Comment by mgaunard
18 hours ago
Build everything from source within a single unified workspace, cache whatever artifacts were already built with content-addressable storage so that you don't need to build them again.
You should also avoid libraries, as they reduce granularity and needlessly complexify the logic.
I'd also argue you shouldn't have any kind of declaration of dependencies and simply deduce them transparently based on what the code includes, with some logic to map header to implementation files.
The problem is doing this requires a team to support it that is realistically as large as your average product team. I know Bazel is the solution here but as someone who has used C++, modified build systems and maintained CI for teams for years, I have never gotten it to work for anything more than a toy project.
I have several times built my own system to do just that when it wasn't even my main job. Doesn't take more than a couple of days.
Bazel is certainly not the solution; it's arguably closer to being the problem. The worst build system I have ever seen was Bazel-based.
> I have several times built my own system to do just that when it wasn't even my main job. Doesn't take more than a couple of days.
Really? I'd love a link to even something that works as a toy project
> Bazel is certainly not the solution; it's arguably closer to being the problem. The worst build system I have ever seen was Bazel-based.
I agree
2 replies →
>Build everything from source within a single unified workspace, cache whatever artifacts were already built with content-addressable storage so that you don't need to build them again.

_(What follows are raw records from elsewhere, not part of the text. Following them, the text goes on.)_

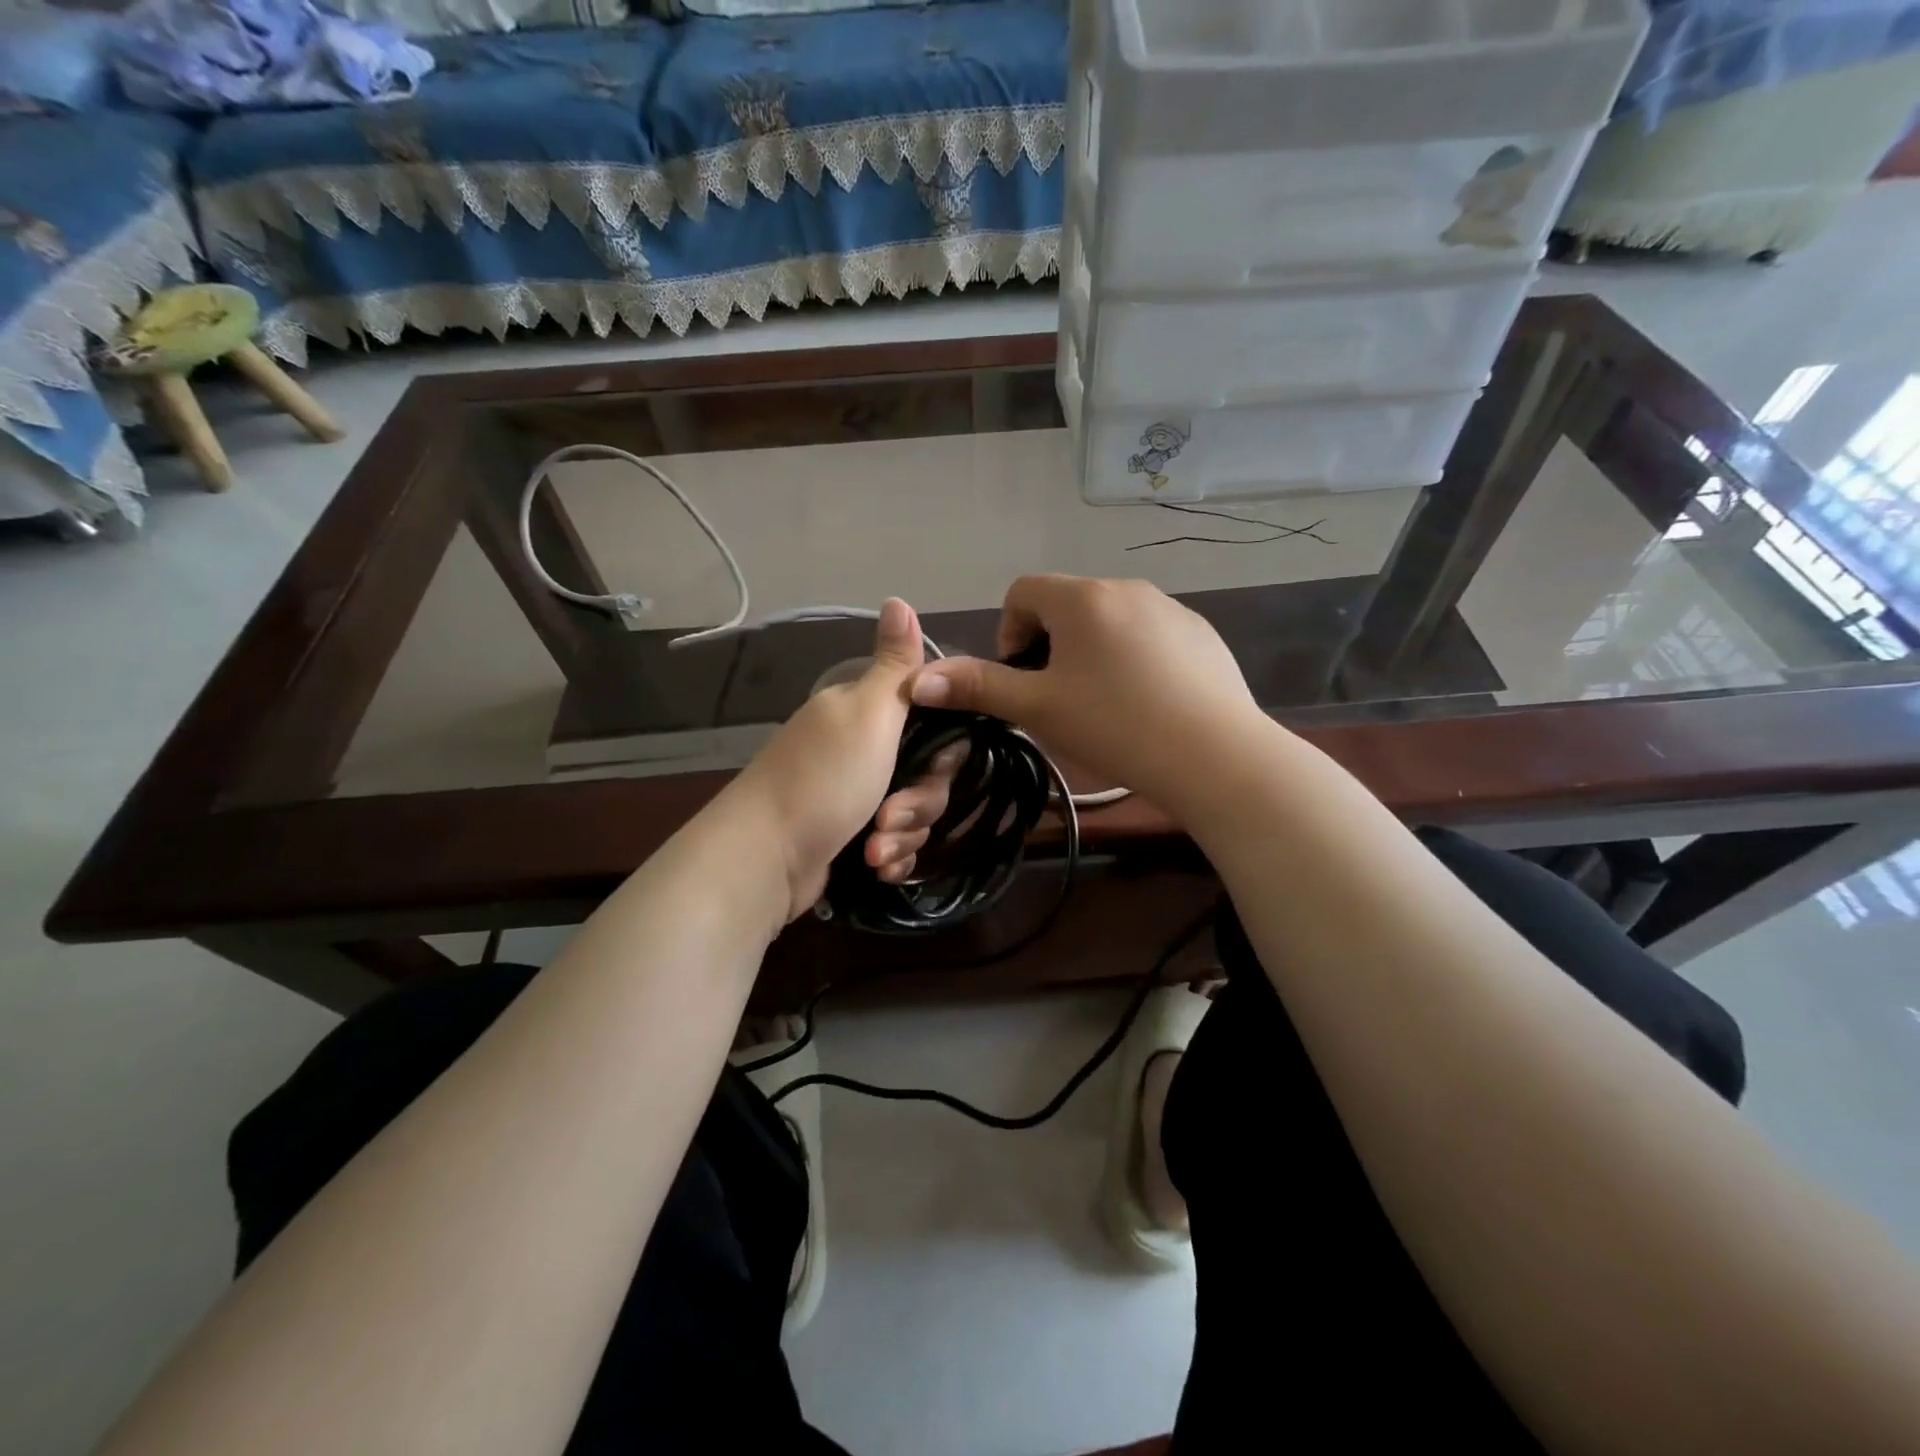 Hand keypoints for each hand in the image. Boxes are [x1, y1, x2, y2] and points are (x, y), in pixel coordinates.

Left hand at [727, 599, 963, 921]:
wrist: (764, 858)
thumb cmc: (824, 779)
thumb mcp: (868, 713)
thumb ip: (895, 665)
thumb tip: (899, 598)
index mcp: (865, 714)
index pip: (934, 725)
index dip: (943, 752)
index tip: (935, 769)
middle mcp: (860, 750)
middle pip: (927, 776)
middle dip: (917, 804)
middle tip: (888, 817)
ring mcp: (854, 796)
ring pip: (913, 814)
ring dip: (902, 836)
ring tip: (874, 852)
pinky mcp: (850, 837)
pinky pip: (894, 844)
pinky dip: (891, 857)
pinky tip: (877, 868)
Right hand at [906, 575, 1270, 818]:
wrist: (1215, 756)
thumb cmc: (1115, 725)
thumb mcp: (1038, 708)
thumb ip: (979, 687)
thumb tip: (916, 678)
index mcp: (1083, 598)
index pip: (1023, 591)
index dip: (1009, 633)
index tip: (1023, 679)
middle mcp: (1127, 589)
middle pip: (1067, 606)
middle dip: (1051, 646)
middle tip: (1059, 699)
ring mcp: (1171, 610)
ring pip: (1110, 622)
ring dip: (1092, 653)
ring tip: (1104, 706)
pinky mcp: (1202, 636)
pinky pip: (1151, 637)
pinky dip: (1135, 660)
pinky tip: (1148, 705)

Which tool do you use for content-addressable storage in your builds?
>You should also avoid libraries, as they reduce granularity and needlessly complexify the logic.
This isn't always feasible though.
What's the best practice when one cannot avoid a library?
You can use S3 or equivalent; a normal filesystem (networked or not) also works well.
You hash all the inputs that go into building foo.cpp, and then that gives you /objs/<hash>.o. If it exists, you use it; if not, you build it first. Then if any other .cpp file ever includes foo.hpp (directly or indirectly), you mark that it needs to link /objs/<hash>.o.
You expand the link requirements transitively, and you have a build system. 200 lines of code. Your code is self-describing and you never need to write any build logic again, and your build system is reliable, strictly builds only what it needs while sharing artifacts across the team, and never leads to ODR.